Software Bullies Treading On Thin Ice Again

Pollstar: Fighting an addiction is tough, just ask Microsoft.
Already under close scrutiny for its antitrust habit of pulverizing competing companies into so much dust and dirt, the software giant was recently admonished by a federal judge for distributing a proposal to potential clients outlining an exclusivity deal that would prevent competitors from entering the personal music player playground. In was described as “a rare display of indignation,” U.S. District Judge Colleen Kollar-Kotelly demanded that the company explain itself, saying, “This should not be happening.”
What should not be happening? Simply put, Microsoft sent a proposal to several personal player manufacturers stating that if they wanted Microsoft’s software for transferring songs from computers to those players, the manufacturers could not include similar programs from competing software companies.

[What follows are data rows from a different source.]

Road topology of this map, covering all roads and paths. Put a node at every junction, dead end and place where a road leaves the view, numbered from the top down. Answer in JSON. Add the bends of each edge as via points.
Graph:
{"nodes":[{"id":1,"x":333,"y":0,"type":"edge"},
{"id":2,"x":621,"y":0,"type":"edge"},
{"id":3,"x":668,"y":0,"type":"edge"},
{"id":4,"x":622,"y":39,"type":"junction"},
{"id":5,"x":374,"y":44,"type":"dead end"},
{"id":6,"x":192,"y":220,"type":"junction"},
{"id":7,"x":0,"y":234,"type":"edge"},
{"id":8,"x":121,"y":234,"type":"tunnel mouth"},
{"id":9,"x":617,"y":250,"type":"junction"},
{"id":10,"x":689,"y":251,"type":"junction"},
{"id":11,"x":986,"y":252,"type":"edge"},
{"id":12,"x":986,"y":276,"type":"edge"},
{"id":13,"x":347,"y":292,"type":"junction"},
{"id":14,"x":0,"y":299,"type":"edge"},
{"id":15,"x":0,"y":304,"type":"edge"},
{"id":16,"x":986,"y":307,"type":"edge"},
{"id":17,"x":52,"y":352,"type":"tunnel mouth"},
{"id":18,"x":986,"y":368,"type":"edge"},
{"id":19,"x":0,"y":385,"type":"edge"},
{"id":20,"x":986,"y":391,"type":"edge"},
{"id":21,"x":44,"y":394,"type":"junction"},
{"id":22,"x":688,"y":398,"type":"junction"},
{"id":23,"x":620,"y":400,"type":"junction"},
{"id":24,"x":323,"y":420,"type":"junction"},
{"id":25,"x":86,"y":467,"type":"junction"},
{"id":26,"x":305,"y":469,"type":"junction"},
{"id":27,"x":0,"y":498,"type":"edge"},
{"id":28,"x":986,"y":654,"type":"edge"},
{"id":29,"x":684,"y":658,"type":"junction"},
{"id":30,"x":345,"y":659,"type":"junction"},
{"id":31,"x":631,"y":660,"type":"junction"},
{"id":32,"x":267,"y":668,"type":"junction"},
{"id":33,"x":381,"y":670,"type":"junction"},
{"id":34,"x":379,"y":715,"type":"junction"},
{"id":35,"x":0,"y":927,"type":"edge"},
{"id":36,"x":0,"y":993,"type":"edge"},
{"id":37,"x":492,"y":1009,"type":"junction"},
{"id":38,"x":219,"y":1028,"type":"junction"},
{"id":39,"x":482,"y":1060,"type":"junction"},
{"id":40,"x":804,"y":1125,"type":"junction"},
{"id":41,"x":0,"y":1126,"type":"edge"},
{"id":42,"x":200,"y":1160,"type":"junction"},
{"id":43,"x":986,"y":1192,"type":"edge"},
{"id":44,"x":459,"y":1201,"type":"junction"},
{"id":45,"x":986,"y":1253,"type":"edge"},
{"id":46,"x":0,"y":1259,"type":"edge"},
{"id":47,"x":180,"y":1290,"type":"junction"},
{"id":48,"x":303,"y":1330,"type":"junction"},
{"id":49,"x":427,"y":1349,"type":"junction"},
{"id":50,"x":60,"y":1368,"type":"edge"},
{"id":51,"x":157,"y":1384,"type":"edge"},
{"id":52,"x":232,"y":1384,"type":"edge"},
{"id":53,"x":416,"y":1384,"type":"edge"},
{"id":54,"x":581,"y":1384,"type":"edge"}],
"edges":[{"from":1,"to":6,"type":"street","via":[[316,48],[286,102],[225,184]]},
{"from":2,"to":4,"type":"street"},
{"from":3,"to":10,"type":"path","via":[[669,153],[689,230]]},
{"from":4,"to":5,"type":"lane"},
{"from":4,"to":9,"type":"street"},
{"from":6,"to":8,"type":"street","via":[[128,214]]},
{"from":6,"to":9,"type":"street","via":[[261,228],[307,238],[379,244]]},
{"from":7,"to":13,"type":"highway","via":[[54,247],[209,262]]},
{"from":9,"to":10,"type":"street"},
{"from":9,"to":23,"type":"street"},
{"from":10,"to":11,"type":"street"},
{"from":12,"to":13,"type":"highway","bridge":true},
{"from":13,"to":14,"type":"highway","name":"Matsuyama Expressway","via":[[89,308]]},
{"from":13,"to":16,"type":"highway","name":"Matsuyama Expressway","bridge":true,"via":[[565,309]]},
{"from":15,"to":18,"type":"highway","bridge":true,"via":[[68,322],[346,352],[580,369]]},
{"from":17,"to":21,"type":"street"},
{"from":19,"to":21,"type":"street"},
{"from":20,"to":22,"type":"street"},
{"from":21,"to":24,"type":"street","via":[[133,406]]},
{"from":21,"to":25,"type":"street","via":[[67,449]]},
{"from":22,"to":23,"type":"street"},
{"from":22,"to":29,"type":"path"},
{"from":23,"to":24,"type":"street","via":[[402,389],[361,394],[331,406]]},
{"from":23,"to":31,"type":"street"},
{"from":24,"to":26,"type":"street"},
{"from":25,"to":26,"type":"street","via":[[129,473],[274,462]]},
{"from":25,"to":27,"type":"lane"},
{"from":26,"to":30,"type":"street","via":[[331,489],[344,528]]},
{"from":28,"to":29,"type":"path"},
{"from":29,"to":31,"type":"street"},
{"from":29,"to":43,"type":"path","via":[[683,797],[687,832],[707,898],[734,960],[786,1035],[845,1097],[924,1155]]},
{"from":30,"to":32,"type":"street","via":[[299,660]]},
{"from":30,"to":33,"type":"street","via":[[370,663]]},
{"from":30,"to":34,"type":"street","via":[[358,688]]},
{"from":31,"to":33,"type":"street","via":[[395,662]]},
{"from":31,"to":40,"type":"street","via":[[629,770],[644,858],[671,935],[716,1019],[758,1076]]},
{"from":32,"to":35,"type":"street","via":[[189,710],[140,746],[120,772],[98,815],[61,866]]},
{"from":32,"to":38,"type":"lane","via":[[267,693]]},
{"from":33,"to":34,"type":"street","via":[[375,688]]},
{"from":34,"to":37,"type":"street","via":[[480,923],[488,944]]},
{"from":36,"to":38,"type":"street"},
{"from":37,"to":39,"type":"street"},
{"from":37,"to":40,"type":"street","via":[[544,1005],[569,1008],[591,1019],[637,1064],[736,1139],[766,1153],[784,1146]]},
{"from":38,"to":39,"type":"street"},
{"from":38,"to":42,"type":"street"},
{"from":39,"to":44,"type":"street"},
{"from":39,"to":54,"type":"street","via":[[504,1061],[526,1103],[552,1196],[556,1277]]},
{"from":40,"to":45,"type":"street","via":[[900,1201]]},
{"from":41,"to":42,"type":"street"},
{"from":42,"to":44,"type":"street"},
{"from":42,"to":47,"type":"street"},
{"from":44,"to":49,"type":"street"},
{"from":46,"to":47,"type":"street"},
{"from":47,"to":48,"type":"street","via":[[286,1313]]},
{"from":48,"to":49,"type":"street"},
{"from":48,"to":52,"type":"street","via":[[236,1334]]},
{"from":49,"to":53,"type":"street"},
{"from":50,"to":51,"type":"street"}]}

Called “Easy Start” and described as a “draft specification,” Microsoft’s marketing plan called for personal player manufacturers to refrain from including similar software by any company other than Microsoft on their players.
Microsoft says it had second thoughts about the “draft specification” after the company’s lawyers looked it over. Oh, yeah, and after an industry rival complained. A Microsoft spokesperson said that the draft had been sent to manufacturers in order to get their feedback, and that the proposal was not a contract, hence it wasn’t vetted by company lawyers.
“It’s somewhat amazing it even happened,” Howard University law professor Andrew Gavil said. “It’s troubling that anyone inside Microsoft was still thinking this was a legitimate business strategy.”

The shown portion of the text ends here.